**WHAT TO WORK ON:**
Could you give the number of lines in the entries below that contain the word "Nabij"? Only the number is wanted.

Stored items

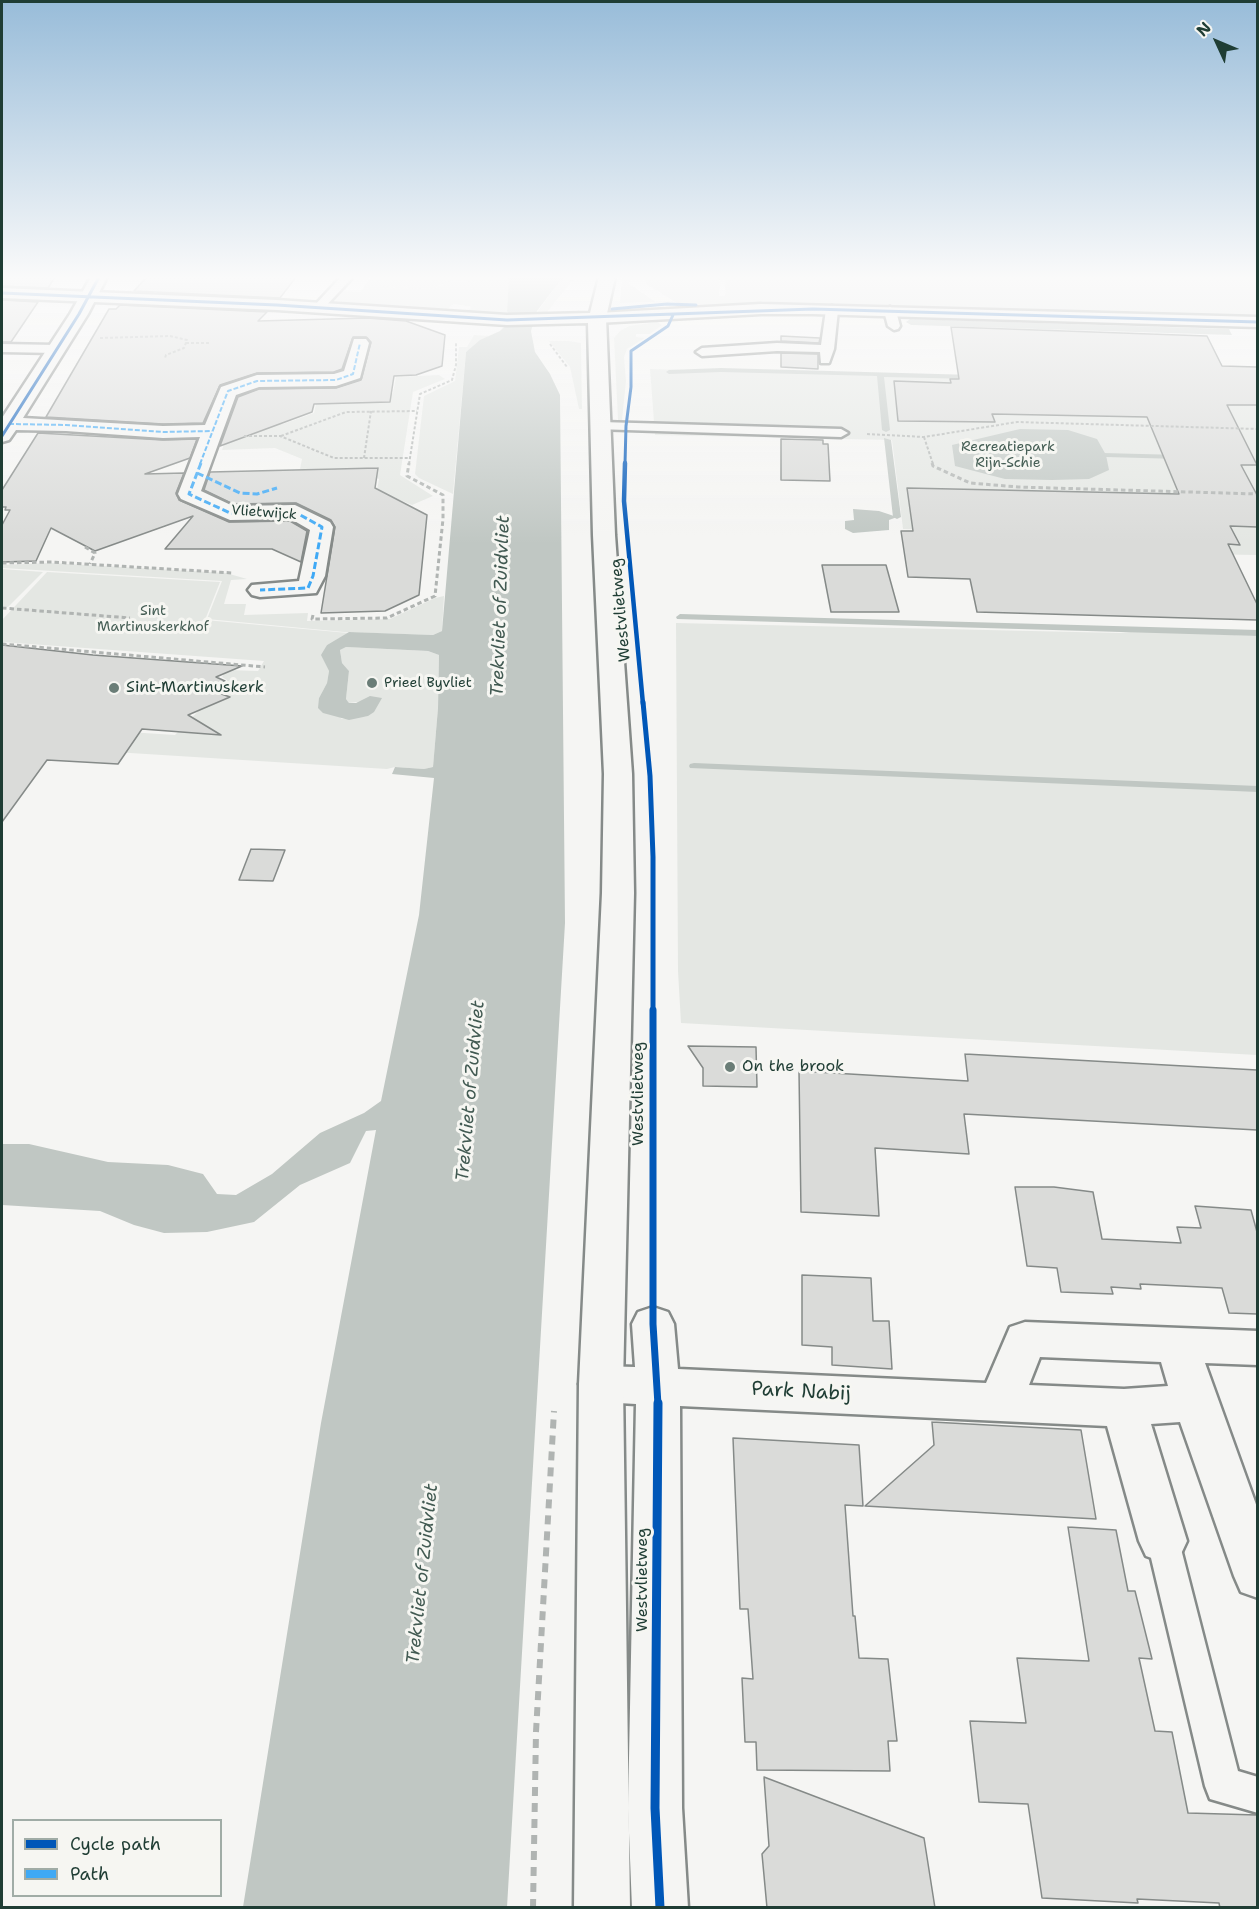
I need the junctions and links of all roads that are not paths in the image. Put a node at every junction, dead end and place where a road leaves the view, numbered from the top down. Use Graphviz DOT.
graph roads {
  1 [pos="45,366"];
  2 [pos="355,366"];
  3 [pos="599,366"];
  4 [pos="601,426"];
  5 [pos="4,428"];
  6 [pos="841,433"];
  7 [pos="211,434"];
  8 [pos="197,473"];
  9 [pos="278,488"];
  10 [pos="260,590"];
  11 [pos="652,1324"];
  12 [pos="1178,1345"];
  13 [pos="1257,1347"];
  14 [pos="601,1384"];
  15 [pos="658,1385"];
  16 [pos="1001,1401"];
  17 [pos="1195,1402"];
  18 [pos="1124,1408"];
  19 [pos="1163,1541"];
  20 [pos="1257,1576"];
  21 [pos="1257,1795"];
  22 [pos="602,1908"];
  23 [pos="660,1908"];
  1 -- 5 [label="street"];
  2 -- 7 [label="street, Vlietwijck"];
  3 -- 4 [label="street, Westvlietweg"];
  4 -- 6 [label="lane"];
  4 -- 14 [label="street, Westvlietweg"];
  5 -- 7 [label="street"];
  7 -- 8 [label="street, Vlietwijck"];
  8 -- 9 [label="street, Vlietwijck"];
  8 -- 10 [label="street, Vlietwijck"];
  11 -- 15 [label="street, Westvlietweg"];
  12 -- 13 [label="street"];
  12 -- 16 [label="street"];
  12 -- 17 [label="street"];
  14 -- 15 [label="street, Park Nabij"];
  14 -- 22 [label="street, Westvlietweg"];
  15 -- 16 [label="street, Park Nabij"];
  15 -- 23 [label="street, Westvlietweg"];
  16 -- 18 [label="street, Park Nabij"];
  17 -- 18 [label="street, Park Nabij"];
  17 -- 20 [label="street"];
  18 -- 19 [label="street"];
  19 -- 21 [label="lane"];
}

**SOLVED EXERCISE:**
4